Ngozi- Ruhororo, Marianne : Je suis une fille déscolarisée. Avant que j’adhère à cette association, je vivais loin dans la campagne, je ne savais rien des associations des jeunes. Avec l’intervention du Centre Ubuntu, j’ai été associée  aux autres  jeunes du site. On a travaillé ensemble. Par après, j’ai été étonnée par le fait que j’ai été élue pour représenter l’association alors que beaucoup d’entre eux sont des Tutsi du Site. Si j’essaie de vous parler honnêtement, avant je haïssais les gens venant du camp des déplacés.

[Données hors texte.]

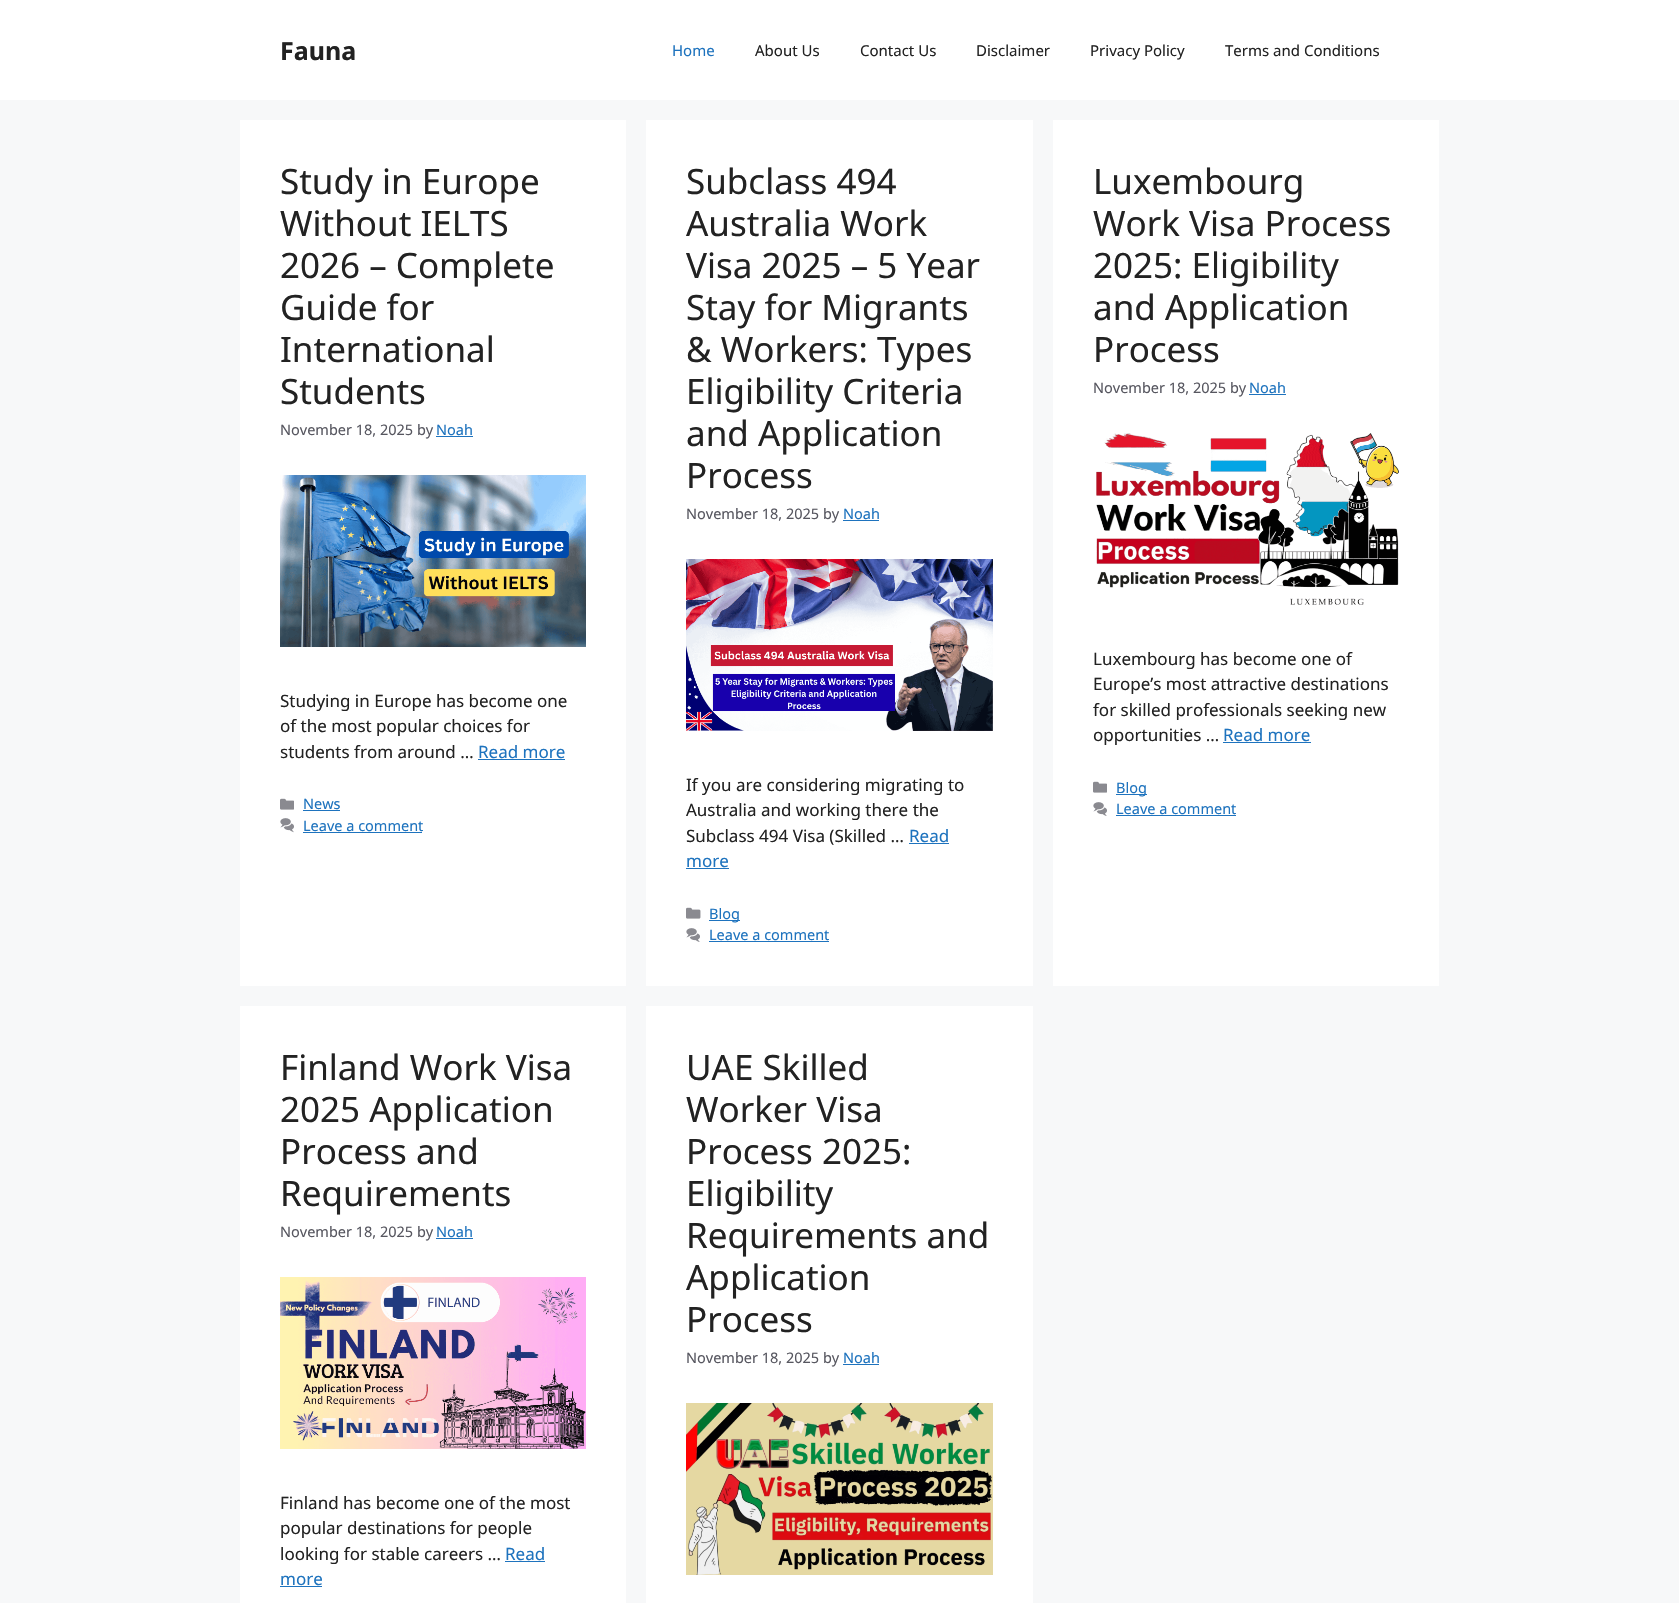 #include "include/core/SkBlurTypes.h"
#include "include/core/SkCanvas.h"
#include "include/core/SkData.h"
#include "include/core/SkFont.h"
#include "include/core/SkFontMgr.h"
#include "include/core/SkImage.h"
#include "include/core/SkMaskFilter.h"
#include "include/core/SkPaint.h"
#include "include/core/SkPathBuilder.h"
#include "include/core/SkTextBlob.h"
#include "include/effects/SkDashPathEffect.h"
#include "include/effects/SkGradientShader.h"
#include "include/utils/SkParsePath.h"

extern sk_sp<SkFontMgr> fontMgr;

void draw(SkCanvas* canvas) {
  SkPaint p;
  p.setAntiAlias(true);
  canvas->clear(SkColorSetRGB(247, 248, 249));
  p.setColor(SK_ColorWHITE);
  canvas->drawRect(SkRect::MakeLTRB(0, 0, 1679, 100), p);
  canvas->drawRect(SkRect::MakeLTRB(240, 120, 626, 986), p);
  p.setColor(SkColorSetRGB(30, 115, 190));
  canvas->drawRect(SkRect::MakeLTRB(436, 436, 473, 437), p);
  canvas->drawImageRect(SkImages::DeferredFromEncodedData(SkData::MakeFromFileName("images/1.png")), SkRect::MakeLTRB(280, 475, 586, 647), SkSamplingOptions());
  canvas->drawRect(SkRect::MakeLTRB(478, 759, 565, 760), p);
  canvas->drawImageRect(SkImages::DeferredFromEncodedData(SkData::MakeFromFileName("images/2.png")), SkRect::MakeLTRB(280, 798, 294, 810), SkSamplingOptions());
  canvas->drawRect(SkRect::MakeLTRB(303, 810, 340, 811), p);
  canvas->drawImageRect(SkImages::DeferredFromEncodedData(SkData::MakeFromFileName("images/3.png")), SkRect::MakeLTRB(280, 818, 294, 833), SkSamplingOptions());
  canvas->drawRect(SkRect::MakeLTRB(303, 832, 422, 833), p);
  p.setColor(SK_ColorWHITE);
  canvas->drawRect(SkRect::MakeLTRB(646, 120, 1033, 986), p);
  p.setColor(SkColorSetRGB(30, 115, 190));
  canvas->drawRect(SkRect::MakeLTRB(843, 520, 879, 521), p);
  canvas->drawImageRect(SkImages::DeferredFromEncodedData(SkData::MakeFromFileName("images/4.png")), SkRect::MakeLTRB(686, 559, 993, 731), SkSamplingOptions());
  canvas->drawRect(SkRect::MakeLTRB(909, 843, 949, 844), p);
  canvas->drawRect(SkRect::MakeLTRB(686, 868, 729, 869), p);
  canvas->drawImageRect(SkImages::DeferredFromEncodedData(SkData::MakeFromFileName("images/5.png")), SkRect::MakeLTRB(686, 907, 701, 919), SkSamplingOptions());
  canvas->drawRect(SkRect::MakeLTRB(709, 920, 740, 921), p);
  canvas->drawImageRect(SkImages::DeferredFromEncodedData(SkData::MakeFromFileName("images/6.png")), SkRect::MakeLTRB(686, 928, 700, 942), SkSamplingOptions());
  canvas->drawRect(SkRect::MakeLTRB(709, 941, 829, 942), p);
  p.setColor(SK_ColorWHITE);
  canvas->drawRect(SkRect::MakeLTRB(1053, 120, 1439, 986), p);
  p.setColor(SkColorSetRGB(30, 115, 190));
  canvas->drawRect(SkRect::MakeLTRB(1249, 394, 1286, 395), p);
  canvas->drawImageRect(SkImages::DeferredFromEncodedData(SkData::MakeFromFileName("images/7.png")), SkRect::MakeLTRB(1096, 433, 1399, 605), SkSamplingOptions());
  canvas->drawRect(SkRect::MakeLTRB(1223, 742, 1311, 743), p);
  canvas->drawImageRect(SkImages::DeferredFromEncodedData(SkData::MakeFromFileName("images/2.png")), SkRect::MakeLTRB(1093, 781, 1107, 793), SkSamplingOptions());
  canvas->drawRect(SkRect::MakeLTRB(1116, 794, 1147, 795), p);
  canvas->drawImageRect(SkImages::DeferredFromEncodedData(SkData::MakeFromFileName("images/6.png")), SkRect::MakeLTRB(1093, 802, 1107, 816), SkSamplingOptions());
  canvas->drawRect(SkRect::MakeLTRB(1116, 815, 1236, 816), p);
  p.setColor(SK_ColorWHITE);
  canvas->drawRect(SkRect::MakeLTRB(240, 1006, 626, 1603), p);
  p.setColor(SkColorSetRGB(30, 115, 190));
  canvas->drawRect(SkRect::MakeLTRB(436, 1238, 473, 1239), p);
  canvas->drawImageRect(SkImages::DeferredFromEncodedData(SkData::MakeFromFileName("images/8.png")), SkRect::MakeLTRB(280, 1277, 586, 1449), SkSamplingOptions());
  canvas->drawRect(SkRect::MakeLTRB(505, 1561, 545, 1562), p);
  canvas->drawRect(SkRect::MakeLTRB(280, 1586, 322, 1587), p);
  p.setColor(SK_ColorWHITE);
  canvas->drawRect(SkRect::MakeLTRB(646, 1006, 1033, 1603), p);
  p.setColor(SkColorSetRGB(30, 115, 190));
  canvas->drawRect(SkRect::MakeLTRB(843, 1364, 879, 1365), p);
  canvas->drawImageRect(SkImages::DeferredFromEncodedData(SkData::MakeFromFileName("images/9.png")), SkRect::MakeLTRB(686, 1403, 993, 1575), SkSamplingOptions());
  SkFont font1(fontMgr->matchFamilyStyle("Noto Sans", SkFontStyle::Bold()), 25);
  font1.setSubpixel(true);
  p.setColor(SkColorSetRGB(34, 34, 34));
  canvas->drawString("Fauna", 280, 60, font1, p);
  SkFont font2(fontMgr->matchFamilyStyle("Noto Sans", SkFontStyle::Normal()), 15);
  font2.setSubpixel(true);
  p.setColor(SkColorSetRGB(30, 115, 190));
  canvas->drawString("Home", 672, 56, font2, p);
  p.setColor(SkColorSetRGB(34, 34, 34));
  canvas->drawString("About Us", 755, 56, font2, p);
  canvas->drawString("Contact Us", 860, 56, font2, p);
  canvas->drawString("Disclaimer", 976, 56, font2, p);
  canvas->drawString("Privacy Policy", 1090, 56, font2, p);
  canvas->drawString("Terms and Conditions", 1225, 56, font2, p);
  SkFont font3(fontMgr->matchFamilyStyle("Noto Sans", SkFontStyle::Normal()), 35);
  font3.setSubpixel(true);
  canvas->drawString("Study in Europe", 280, 194, font3, p);
  canvas->drawString("Without IELTS", 280, 236, font3, p);
  canvas->drawString("2026 – Complete", 280, 278, font3, p);
  canvas->drawString("Guide for", 280, 320, font3, p);
  canvas->drawString("International", 280, 362, font3, p);
  canvas->drawString("Students", 280, 404, font3, p);
  SkFont font4(fontMgr->matchFamilyStyle("Noto Sans", SkFontStyle::Normal()), 14.5f);
  font4.setSubpixel(true);
  p.setColor(SkColorSetRGB(87, 87, 96));
  canvas->drawString("November 18, 2025 by", 280, 435, font4, p);
  p.setColor(SkColorSetRGB(30, 115, 190));
  canvas->drawString("Noah", 436, 435, font4, p);
  SkFont font5(fontMgr->matchFamilyStyle("Noto Sans", SkFontStyle::Normal()), 17);
  font5.setSubpixel(true);
  p.setColor(SkColorSetRGB(34, 34, 34));
  canvas->drawString("Studying in Europe has become one", 280, 707, font5, p);
  canvas->drawString("of the most popular choices for", 280, 732, font5, p);
  canvas->drawString("students from around …", 280, 758, font5, p);
  p.setColor(SkColorSetRGB(30, 115, 190));
  canvas->drawString("Read more", 478, 758, font5, p);
  canvas->drawString("News", 303, 809, font4, p);
  canvas->drawString("Leave a comment", 303, 831, font4, p);
  p.setColor(SkColorSetRGB(34, 34, 34));
  canvas->drawString("Subclass 494", 686, 194, font3, p);
  canvas->drawString("Australia Work", 686, 236, font3, p);
  canvas->drawString("Visa 2025 – 5 Year", 686, 278, font3, p);
  canvas->drawString("Stay for Migrants", 686, 320, font3, p);
  canvas->drawString("& Workers: Types", 686, 362, font3, p);
  canvas->drawString("Eligibility Criteria", 686, 404, font3, p);
  canvas->drawString("and Application", 686, 446, font3, p);
  canvas->drawString("Process", 686, 488, font3, p);
  p.setColor(SkColorSetRGB(87, 87, 96));
  canvas->drawString("November 18, 2025 by", 686, 519, font4, p);
  p.setColor(SkColorSetRGB(30, 115, 190));
  canvas->drawString("Noah", 843, 519, font4, p);
  p.setColor(SkColorSetRGB(34, 34, 34));
  canvas->drawString("If you are considering migrating to", 686, 791, font5, p);
  canvas->drawString("Australia and working there the", 686, 816, font5, p);
  canvas->drawString("Subclass 494 Visa (Skilled …", 686, 842, font5, p);
  p.setColor(SkColorSetRGB(30, 115, 190));
  canvas->drawString("Read", 909, 842, font5, p);
  canvas->drawString("more", 686, 867, font5, p);
  canvas->drawString("Blog", 709, 919, font4, p);
  canvas->drawString("Leave a comment", 709, 940, font4, p);
  p.setColor(SkColorSetRGB(34, 34, 34));
  canvas->drawString("Luxembourg", 1093, 194, font3, p);
  canvas->drawString("Work Visa Process", 1093, 236, font3, p);
  canvas->drawString("2025: Eligibility", 1093, 278, font3, p);
  canvas->drawString("and Application", 1093, 320, font3, p);
  canvas->drawString("Process", 1093, 362, font3, p);
  p.setColor(SkColorSetRGB(87, 87, 96));
  canvas->drawString("November 18, 2025 by", 1093, 393, font4, p);
  p.setColor(SkColorSetRGB(30, 115, 190));
  canvas->drawString("Noah", 1249, 393, font4, p);
  p.setColor(SkColorSetRGB(34, 34, 34));
  canvas->drawString("Luxembourg has become one of", 1093, 665, font5, p);
  canvas->drawString("Europe’s most attractive destinations", 1093, 690, font5, p);
  canvas->drawString("for skilled professionals seeking new", 1093, 716, font5, p);
  canvas->drawString("opportunities …", 1093, 741, font5, p);
  p.setColor(SkColorSetRGB(30, 115, 190));
  canvas->drawString("Read more", 1223, 741, font5, p);
  canvas->drawString("Blog", 1116, 793, font4, p);
  canvas->drawString("Leave a comment", 1116, 814, font4, p);
  p.setColor(SkColorSetRGB(34, 34, 34));
  canvas->drawString("Finland Work Visa", 280, 1080, font3, p);
  canvas->drawString("2025 Application", 280, 1122, font3, p);
  canvas->drawString("Process and", 280, 1164, font3, p);
  canvas->drawString("Requirements", 280, 1206, font3, p);
  p.setColor(SkColorSetRGB(87, 87, 96));
  canvas->drawString("November 18, 2025 by", 280, 1237, font4, p);
  p.setColor(SkColorSetRGB(30, 115, 190));
  canvas->drawString("Noah", 436, 1237, font4, p);
  p.setColor(SkColorSetRGB(34, 34, 34));
  canvas->drawString("Finland has become one of the most", 280, 1509, font5, p);
  canvas->drawString("popular destinations for people", 280, 1534, font5, p);
  canvas->drawString("looking for stable careers …", 280, 1560, font5, p);
  p.setColor(SkColorSetRGB(30, 115, 190));
  canvas->drawString("Read", 505, 1560, font5, p);
  canvas->drawString("more", 280, 1585, font5, p);
  p.setColor(SkColorSetRGB(34, 34, 34));
  canvas->drawString("UAE Skilled", 686, 1080, font3, p);
  canvas->drawString("Worker Visa", 686, 1122, font3, p);
  canvas->drawString("Process 2025:", 686, 1164, font3, p);
  canvas->drawString("Eligibility", 686, 1206, font3, p);
  canvas->drawString("Requirements and", 686, 1248, font3, p);
  canvas->drawString("Application", 686, 1290, font3, p);
  canvas->drawString("Process", 686, 1332, font3, p);
  p.setColor(SkColorSetRGB(87, 87, 96));
  canvas->drawString("November 18, 2025 by", 686, 1363, font4, p);
  p.setColor(SkColorSetRGB(30, 115, 190));
  canvas->drawString("Noah", 843, 1363, font4, p);
}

Petit à petit, avec les formations et le projet commun d’élevage des chèvres, je me sens comme une sœur avec eux, on partage tout, on se visite. Avec eux, je me sens valorisée et cela me donne l’espoir que la paix pourra dépendre de nous et se répandre dans tout le pays.

  1. Conclusion

Le succès du Centre Ubuntu à briser les barrières entre les jeunes de différentes communautés est un encouragement à la promotion de la  consolidation de la paix et de la réconciliation par la jeune génération. Il y a une reconnaissance croissante du rôle essentiel joué par les jeunes dans la paix. Cela est déjà manifesté par le succès des programmes liés à la jeunesse dans leurs communautés de base. Les efforts visant à soutenir les jeunes désireux de construire la paix devraient être fortement soutenus. Le défi est maintenant d'être en mesure de mobiliser l’énergie, la créativité, et la vision de la jeunesse à la poursuite de la paix d'une manière positive et réussie.